Feature article: Government/Michael Dean at the Henry Moore

(Article by Lizzie Donegan, @LizzieInLeeds)

Government | Michael Dean
Henry Moore Institute
12 April – 17 June 2012

Earlier this week I had a look around the Michael Dean exhibition, Government, at the Henry Moore Institute. There are some clever surprises in this show, which prior to proper investigation appears sparse and industrial. The first work you encounter on entering the gallery are the bespoke door handles, called Yes and No (I’m not sure which is which- left to right seems plausible!) which must be utilised if you’re to get inside. The visitors will leave their fingerprints on the handles whether the handles, and the visitors, like it or not. This fits with the title of the show- how we’re governed collectively despite our differences.

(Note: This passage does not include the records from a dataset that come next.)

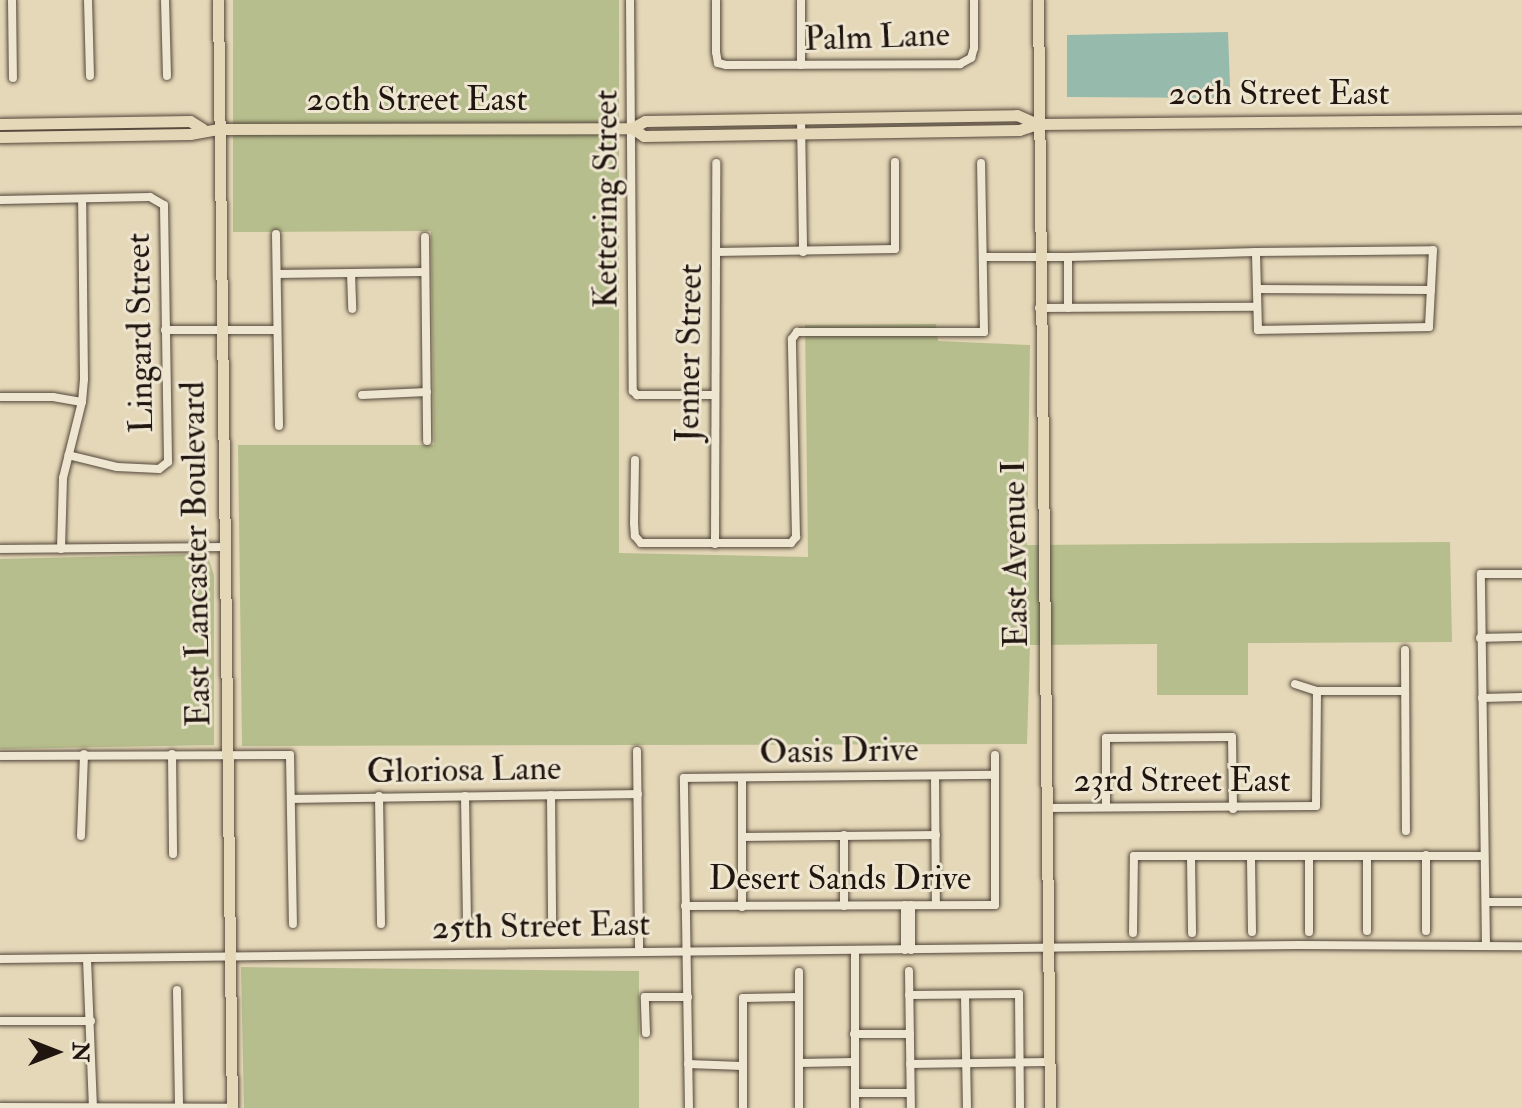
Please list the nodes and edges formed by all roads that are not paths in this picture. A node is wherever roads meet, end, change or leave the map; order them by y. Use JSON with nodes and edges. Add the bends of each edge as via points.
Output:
{"nodes":[{"id":1,"x":12,"y":0,"type":"edge"},
{"id":2,"x":88,"y":0,"type":"edge"},
{"id":3,"x":165,"y":0,"type":"edge"},
{"id":4,"x":218,"y":0,"type":"edge"},
{"id":5,"x":630,"y":0,"type":"edge"},
{"id":6,"x":716,"y":0,"type":"edge"},
{"id":7,"x":801,"y":0,"type":"edge"},
{"id":8,"x":974,"y":0,"type":"edge"},
{"id":9,"x":1038,"y":0,"type":"edge"},
{"id":10,"x":801,"y":65,"type":"junction"},
{"id":11,"x":90,"y":76,"type":"dead end"},
{"id":12,"x":167,"y":76,"type":"dead end"},
{"id":13,"x":13,"y":78,"type":"dead end"},
{"id":14,"x":801,"y":119,"type":"junction"},
{"id":15,"x":1522,"y":120,"type":"edge"},
{"id":16,"x":0,"y":124,"type":"edge"},
{"id":17,"x":1037,"y":124,"type":"junction"},
{"id":18,"x":632,"y":128,"type":"junction"},
{"id":19,"x":203,"y":129,"type":"junction"},
{"id":20,"x":218,"y":129,"type":"junction"},
{"id":21,"x":802,"y":133,"type":"junction"},
{"id":22,"x":0,"y":137,"type":"edge"},
{"id":23,"x":895,"y":162,"type":"dead end"},
{"id":24,"x":716,"y":163,"type":"dead end"},
{"id":25,"x":981,"y":163,"type":"dead end"},
{"id":26,"x":82,"y":199,"type":"junction"},
{"id":27,"x":0,"y":200,"type":"edge"},
{"id":28,"x":276,"y":234,"type":"dead end"},
{"id":29,"x":425,"y":237,"type":"dead end"},
{"id":30,"x":716,"y":252,"type":"junction"},
{"id":31,"x":803,"y":252,"type":"junction"},
{"id":32,"x":1256,"y":252,"type":"junction"},
{"id":33,"x":983,"y":257,"type":"junction"},
{"id":34,"x":1039,"y":257,"type":"junction"},
{"id":35,"x":1068,"y":257,"type":"junction"},
{"id":36,"x":425,"y":272,"type":"junction"},
{"id":37,"x":351,"y":273,"type":"junction"},
{"id":38,"x":277,"y":274,"type":"junction"},
{"id":39,"x":1257,"y":289,"type":"junction"},
{"id":40,"x":1431,"y":290,"type":"junction"},
{"id":41,"x":1257,"y":307,"type":"junction"},
{"id":42,"x":1039,"y":308,"type":"junction"},
{"id":43,"x":1068,"y":308,"type":"junction"},
{"id":44,"x":352,"y":309,"type":"dead end"},
{"id":45,"x":165,"y":330,"type":"junction"},
{"id":46,"x":277,"y":330,"type":"junction"},
{"id":47,"x":222,"y":331,"type":"junction"},
{"id":48,"x":427,"y":392,"type":"junction"},
{"id":49,"x":362,"y":395,"type":"dead end"},
{"id":50,"x":713,"y":395,"type":"junction"},
{"id":51,"x":0,"y":397,"type":"edge"},
{"id":52,"x":82,"y":402,"type":"junction"},
{"id":53,"x":279,"y":426,"type":"dead end"},
{"id":54,"x":427,"y":441,"type":"dead end"},
{"id":55,"x":68,"y":455,"type":"junction"},
{"id":56,"x":635,"y":460,"type":"dead end"},
{"id":57,"x":715,"y":544,"type":"junction"},
{"id":58,"x":224,"y":547,"type":"junction"},
{"id":59,"x":0,"y":549,"type":"edge"},
{"id":60,"x":61,"y":549,"type":"junction"},
{"id":61,"x":1522,"y":574,"type":"edge"},
{"id":62,"x":1522,"y":637,"type":"edge"},
{"id":63,"x":1480,"y":638,"type":"junction"},
{"id":64,"x":1405,"y":650,"type":"dead end"},
{"id":65,"x":1295,"y":684,"type":"dead end"},
{"id":66,"x":1317,"y":691,"type":"junction"},
{"id":67,"x":1405,"y":691,"type":"junction"},
{"id":68,"x":1522,"y":697,"type":"edge"},
{"id":69,"x":1482,"y":698,"type":"junction"},
{"id":70,"x":637,"y":751,"type":"dead end"},
{"id":71,"x":84,"y":754,"type":"junction"},
{"id":72,"x":172,"y":754,"type":"junction"},
{"id":73,"x":227,"y":754,"type":"junction"},
{"id":74,"x":995,"y":755,"type":"dead end"},
{"id":75,"x":0,"y":756,"type":"edge"},
{"id":76,"x":995,"y":775,"type":"junction"},
{"id":77,"x":935,"y":776,"type":"junction"},
{"id":78,"x":742,"y":778,"type":"junction"},
{"id":79,"x":638,"y":794,"type":"junction"},
{"id":80,"x":551,"y":795,"type":"junction"},
{"id":81,"x":379,"y":796,"type":"junction"},
{"id":82,"x":465,"y":796,"type":"junction"},
{"id":83,"x":291,"y":799,"type":"junction"},
{"id":84,"x":1106,"y":807,"type":"junction"},
{"id":85,"x":1047,"y":808,"type":"junction"},
{"id":86,"x":1233,"y":809,"type":"junction"},
{"id":87,"x":1406,"y":831,"type":"dead end"},
{"id":88,"x":844,"y":835,"type":"junction"},
{"id":89,"x":936,"y":835,"type":"junction"},
{"id":90,"x":81,"y":836,"type":"dead end"},
{"id":91,"x":743,"y":837,"type":"junction"},
{"id":92,"x":173,"y":854,"type":"dead end"},
{"id":93,"x":1426,"y":855,"type":"junction"},
{"id":94,"x":1367,"y":856,"type":"junction"},
{"id":95,"x":1483,"y":856,"type":"junction"},
{"id":96,"x":1309,"y":857,"type":"junction"},
{"id":97,"x":1191,"y":858,"type":"junction"},
{"id":98,"x":1251,"y":859,"type":"junction"},
{"id":99,"x":1486,"y":902,"type":"junction"},
{"id":100,"x":1522,"y":902,"type":"edge"},
{"id":101,"x":936,"y":904,"type":"junction"},
{"id":102,"x":908,"y":905,"type":"junction"},
{"id":103,"x":685,"y":906,"type":"junction"},
{"id":104,"x":844,"y":906,"type":"junction"},
{"id":105,"x":742,"y":907,"type":"junction"},
{"id":106,"x":552,"y":922,"type":"dead end"},
{"id":107,"x":467,"y":923,"type":"dead end"},
{"id":108,"x":293,"y":924,"type":"dead end"},
{"id":109,"x":381,"y":924,"type":"dead end"},
{"id":110,"x":1367,"y":931,"type":"dead end"},
{"id":111,"x":1426,"y":931,"type":"dead end"},
{"id":112,"x":1252,"y":932,"type":"dead end"},
{"id":113,"x":1309,"y":932,"type":"dead end"},
{"id":114,"x":1133,"y":933,"type":"dead end"},
{"id":115,"x":1192,"y":933,"type":"dead end"},
{"id":116,"x":1486,"y":946,"type":"junction"},
{"id":117,"x":1522,"y":946,"type":"edge"},
{"id":118,"x":1049,"y":947,"type":"junction"},
{"id":119,"x":855,"y":950,"type":"junction"},
{"id":120,"x":908,"y":950,"type":"junction"},
{"id":121,"x":639,"y":951,"type":"junction"},
{"id":122,"x":686,"y":951,"type":"junction"},
{"id":123,"x":230,"y":956,"type":"junction"},
{"id":124,"x":0,"y":959,"type":"edge"},
{"id":125,"x":87,"y":959,"type":"junction"},
{"id":126,"x":909,"y":971,"type":"dead end"},
{"id":127,"x":799,"y":972,"type":"dead end"},
{"id":128,"x":177,"y":990,"type":"dead end"},
{"id":129,"x":909,"y":995,"type":"junction"},
{"id":130,"x":965,"y":995,"type":"junction"},
{"id":131,"x":688,"y":997,"type":"junction"},
{"id":132,"x":799,"y":997,"type":"junction"},
{"id":133,"x":0,"y":1021,"type":"edge"},
{"id":134,"x":91,"y":1021,"type":"junction"},
{"id":135,"x":646,"y":1033,"type":"dead end"},
{"id":136,"x":854,"y":1034,"type":"junction"},
{"id":137,"x":910,"y":1034,"type":"junction"},
{"id":138,"x":854,"y":1062,"type":"junction"},
{"id":139,"x":1019,"y":1062,"type":"junction"},
{"id":140,"x":1049,"y":1062,"type":"junction"},
{"id":141,"x":799,"y":1063,"type":"junction"},
{"id":142,"x":965,"y":1063,"type":"junction"},
{"id":143,"x":688,"y":1064,"type":"junction"},
{"id":144,"x":910,"y":1064,"type":"junction"},
{"id":145,"x":742,"y":1066,"type":"junction"},
{"id":146,"x":855,"y":1093,"type":"junction"},
{"id":147,"x":910,"y":1093,"type":"junction"},
{"id":148,"x":0,"y":1107,"type":"edge"},
{"id":149,"x":179,"y":1107,"type":"edge"},
{"id":150,"x":93,"y":1108,"type":"edge"},
{"id":151,"x":232,"y":1108,"type":"edge"},
{"id":152,"x":689,"y":1108,"type":"edge"},
{"id":153,"x":743,"y":1108,"type":"edge"},
{"id":154,"x":799,"y":1108,"type":"edge"},
{"id":155,"x":855,"y":1108,"type":"edge"},
{"id":156,"x":911,"y":1108,"type":"edge"},
{"id":157,"x":967,"y":1108,"type":"edge"},
{"id":158,"x":1020,"y":1108,"type":"edge"},
{"id":159,"x":1050,"y":1108,"type":"edge"}],
"edges":[{"from":1,"to":13,"type":"street"},
{"from":2,"to":11,"type":"street"},
{"from":3,"to":12,"type":"street"},
{"from":4,"to":20,"type":"main road","name":"East Lancaster Boulevard"},
{"from":5,"to":18,"type":"street","name":"Kettering Street"},
{"from":6,"to":10,"type":"street","name":"Palm Lane","via":[[718,63]]},
{"from":7,"to":10,"type":"street"},
{"from":8,"to":10,"type":"street","name":"Palm Lane","via":[[974,48],[971,58],[960,64]]},
{"from":9,"to":17,"type":"main road","name":"East Avenue I"},
{"from":14,"to":17,"type":"main road","name":"20th Street East","via":[[1017,115]]},
{"from":14,"to":18,"type":"main road","name":"20th Street East","via":[[645,121]]},
{"from":14,"to":21,"type":"street"},
{"from":15,"to":17,"type":"main road","name":"20th Street East"},
{"from":16,"to":19,"type":"main road","name":"20th Street East","via":[[190,121]]},
{"from":17,"to":21,"type":"main road","name":"20th Street East","via":[[1019,130]]},
{"from":17,"to":34,"type":"main road","name":"East Avenue I"},
{"from":18,"to":20,"type":"main road","name":"20th Street East"},
{"from":18,"to":21,"type":"main road","name":"20th Street East","via":[[644,136]]},
{"from":18,"to":50,"type":"street","name":"Kettering Street","via":[[633,391]]},
{"from":19,"to":20,"type":"main road","name":"20th Street East"},
{"from":19,"to":22,"type":"main road","name":"20th Street East","via":[[190,134]]},
{"from":20,"to":47,"type":"main road","name":"East Lancaster Boulevard"},
{"from":21,"to":31,"type":"street"},
{"from":23,"to":31,"type":"street","via":[[895,249]]},
{"from":24,"to":30,"type":"street","name":"Jenner Street"},
{"from":25,"to":33,"type":"street"},
{"from":26,"to":27,"type":"street"},
{"from":26,"to":45,"type":"street","name":"Lingard Street","via":[[160,200]]},
{"from":26,"to":52,"type":"street"},
{"from":28,"to":38,"type":"street"},
{"from":29,"to":36,"type":"street"},
{"from":30,"to":31,"type":"street"},
{"from":30,"to":50,"type":"street","name":"Jenner Street"},
{"from":32,"to":35,"type":"street"},
{"from":32,"to":39,"type":"street"},
{"from":32,"to":40,"type":"street","via":[[1433,250]]},
{"from":33,"to":34,"type":"street"},
{"from":33,"to":57,"type":"street","via":[[984,332],[797,332],[792,339],[796,537],[791,543]]},
{"from":34,"to":35,"type":"street"},
{"from":34,"to":42,"type":"main road","name":"East Avenue I"},
{"from":35,"to":43,"type":"street"},
{"from":36,"to":37,"type":"street"},
{"from":36,"to":48,"type":"street"},
{"from":37,"to":38,"type":"street"},
{"from":37,"to":44,"type":"street"},
{"from":38,"to":46,"type":"street"},
{"from":39,"to":40,"type":"street"},
{"from":39,"to":41,"type":"street"},
{"from":40,"to":41,"type":"street","via":[[1429,327],[1258,330]]},
{"from":41,"to":43,"type":"street"},
{"from":42,"to":43,"type":"street"},
{"from":42,"to":85,"type":"main road","name":"East Avenue I"},
{"from":45,"to":47,"type":"street"},
{"from":45,"to":55,"type":"street","name":"Lingard Street","via":[[165,466],[117,467]]},
{"from":46,"to":47,"type":"street"},
{"from":46,"to":53,"type":"street"},
{"from":47,"to":58,"type":"main road","name":"East Lancaster Boulevard"},
{"from":48,"to":49,"type":"street"},
{"from":48,"to":54,"type":"street"},
{"from":50,"to":57,"type":"street","name":"Jenner Street"},
{"from":51,"to":52,"type":"street"},
{"from":52,"to":55,"type":"street"},
{"from":55,"to":60,"type":"street","via":[[61,495]]},
{"from":56,"to":57,"type":"street","via":[[634,523],[641,543]]},
{"from":58,"to":60,"type":"street"},
{"from":58,"to":73,"type":"main road","name":"East Lancaster Boulevard"},
{"from":59,"to":60,"type":"street"},
{"from":61,"to":63,"type":"street","via":[[1481,574]]},
{"from":62,"to":63,"type":"street"},
{"from":63,"to":69,"type":"street"},
{"from":64,"to":67,"type":"street"},
{"from":65,"to":66,"type":"street"},
{"from":66,"to":67,"type":"street"},
{"from":66,"to":86,"type":"street","name":"23rd Street East","via":[[1316,806]]},
{"from":67,"to":87,"type":"street"},
{"from":68,"to":69,"type":"street"},
{"from":69,"to":95,"type":"street"},
{"from":70,"to":79,"type":"street"},
{"from":71,"to":72,"type":"street"},
{"from":71,"to":75,"type":"street"},
{"from":71,"to":90,"type":"street"},
{"from":72,"to":73,"type":"street"},
{"from":72,"to":92,"type":"street"},
{"from":73,"to":83,"type":"street","via":[[290,755]]},
{"from":73,"to":123,"type":"main road","name":"East Lancaster Boulevard"},
{"from":74,"to":76,"type":"street"},
{"from":76,"to":77,"type":"street","name":"Oasis Drive"},
{"from":76,"to":101,"type":"street","name":"Desert Sands Drive","via":[[995,905]]},
{"from":77,"to":78,"type":"street","name":"Oasis Drive"},
{"from":77,"to":89,"type":"street"},
{"from":78,"to":91,"type":"street"},
{"from":78,"to":103,"type":"street","name":"Oasis Drive","via":[[684,778]]},
{"from":79,"to":80,"type":"street","name":"Gloriosa Lane"},
{"from":79,"to":121,"type":"street"},
{"from":80,"to":82,"type":"street","name":"Gloriosa Lane"},
{"from":80,"to":106,"type":"street"},
{"from":81,"to":82,"type":"street","name":"Gloriosa Lane"},
{"from":81,"to":83,"type":"street","name":"Gloriosa Lane"},
{"from":81,"to":109,"type":"street"},
{"from":82,"to":107,"type":"street"},
{"from":83,"to":108,"type":"street"},
{"from":84,"to":85,"type":"street","name":"23rd Street East"},
{"from":84,"to":86,"type":"street","name":"23rd Street East"},
{"from":84,"to":86,"type":"street","via":[[1106,738],[1232,737]]},
{"from":85,"to":118,"type":"main road","name":"East Avenue I"},
{"from":88,"to":89,"type":"street"},
{"from":88,"to":91,"type":"street"},
{"from":88,"to":104,"type":"street"},
{"from":89,"to":101,"type":"street"},
{"from":91,"to":105,"type":"street"},
{"from":93,"to":94,"type":"street"},
{"from":93,"to":95,"type":"street"},
{"from":93,"to":111,"type":"street"},
{"from":94,"to":96,"type":"street"},
{"from":94,"to":110,"type":"street"},
{"from":95,"to":99,"type":"street"},
{"from":96,"to":98,"type":"street"},
{"from":96,"to":113,"type":"street"},
{"from":97,"to":98,"type":"street"},
{"from":97,"to":114,"type":"street","via":[[1134,856]]},
{"from":97,"to":115,"type":"street"},
{"from":98,"to":112,"type":"street"},
{"from":99,"to":100,"type":"street"},
{"from":99,"to":116,"type":"street"},
{"from":101,"to":102,"type":"street","name":"Desert Sands Drive"},
{"from":102,"to":104,"type":"street","name":"Desert Sands Drive"},
{"from":102,"to":120,"type":"street"},
{"from":103,"to":105,"type":"street","name":"Desert Sands Drive"},
{"from":103,"to":122,"type":"street"},
{"from":104,"to":105,"type":"street","name":"Desert Sands Drive"},
{"from":116,"to":117,"type":"street"},
{"from":116,"to":118,"type":"street","name":"25th Street East"},
{"from":118,"to":120,"type":"street","name":"25th Street East"},
{"from":118,"to":140,"type":"main road","name":"East Avenue I"},
{"from":119,"to":120,"type":"street","name":"25th Street East"},
{"from":119,"to":122,"type":"street","name":"25th Street East"},
{"from":119,"to":136,"type":"street"},
{"from":121,"to":122,"type":"street","name":"25th Street East"},
{"from":121,"to":123,"type":"street","name":"25th Street East"},
{"from":122,"to":131,"type":"street"},
{"from":123,"to":125,"type":"street","name":"25th Street East"},
{"from":123,"to":151,"type":"main road","name":"East Lancaster Boulevard"},
{"from":124,"to":125,"type":"street","name":"25th Street East"},
{"from":125,"to":134,"type":"street"},
{"from":126,"to":129,"type":"street"},
{"from":127,"to":132,"type":"street"},
{"from":128,"to":149,"type":"street"},
{"from":129,"to":130,"type":"street"},
{"from":129,"to":137,"type":"street"},
{"from":130,"to":139,"type":"street","via":[[1019,994]]},
{"from":130,"to":142,"type":"street"},
{"from":131,"to":135,"type":"street","via":[[645,997]]},
{"from":131,"to":143,"type":"street"},
{"from":132,"to":141,"type":"street"},
{"from":132,"to":145,"type":"street","via":[[743,998]]},
{"from":133,"to":134,"type":"street"},
{"from":134,"to":150,"type":"street"},
{"from":136,"to":137,"type":"street"},
{"from":136,"to":138,"type":"street"},
{"from":137,"to":144,"type":"street"},
{"from":138,"to":141,"type":"street"},
{"from":138,"to":146,"type":"street"},
{"from":139,"to":140,"type":"street"},
{"from":139,"to":142,"type":"street"},
{"from":139,"to":158,"type":"street"},
{"from":140,"to":159,"type":"main road","name":"East Avenue I"},
{"from":141,"to":154,"type":"street"},
{"from":142,"to":144,"type":"street"},
{"from":142,"to":157,"type":"street"},
{"from":143,"to":145,"type":"street"},
{"from":143,"to":152,"type":"street"},
{"from":144,"to":147,"type":"street"},
{"from":145,"to":153,"type":"street"},
{"from":146,"to":147,"type":"street"},
{"from":146,"to":155,"type":"street"},
{"from":147,"to":156,"type":"street"},
{"from":148,"to":150,"type":"street"},
{"from":149,"to":150,"type":"street"},
{"from":149,"to":151,"type":"street"}]}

Strikingly, the gallery has been carpeted in a thick, beige pile and reminds me of moving house as a child, filling the space as it does with the rubbery, un-lived in smell of new builds and show homes. The carpet fulfils a practical function as well as an aesthetic one, acting as a support for three tall, imposing sculptures as they lean against the walls.

Called Education (working title), Health (working title) and Home (working title), these pieces were cast on site because they would have been too big to get through the doors. Visitors are invited to touch their cracked and bubbled surfaces, an irresistible offer! In a further break with convention, people are invited to tear a page out of 2 large paperback books in the second room, causing them to diminish in size. These are custom made and each page contains the same text as the last. Visitors may feel they are getting something for nothing when they help themselves to the pages; though they are working for the artist, adding something to the artwork as they take something away.

The literature that accompanies the exhibition states that Dean uses writing as a starting point for his work, but I’m not sure that the contents of the pages in the books matter much to those of us who tear them out. It seems to me that Dean creates the sculptural stuff for us, and the writing is more for him, as if the words are the feet paddling fast below the water to keep afloat the works we can touch and take.

Where the second room leads into the third, Home (working title) acts like a screen, blocking out the light and leaving just enough room for people to pass through. A large television standing on the floor shows a film of a piece of card with the image of a cabbage printed on it, positioned somewhere in the gallery. The folds in the card mimic those in the leaning sculptures (or vice versa). In front of the screen watching the film is Analogue Series (Cabbage), one of 3 head-sized sculptures that feature in the show, like too-big paperweights. So there’s a cabbage watching a cabbage, just like we (humans, collectively) watch ourselves.

In all the show feels unexpectedly warm and generous despite its difficult appearance. I really like it and recommend a visit; the touch-ability makes it ideal for kids too. The exhibits are thoughtfully economical in terms of numbers, and there’s a lot to be gained from looking, touching, pondering, watching and taking in that distinctive new house smell.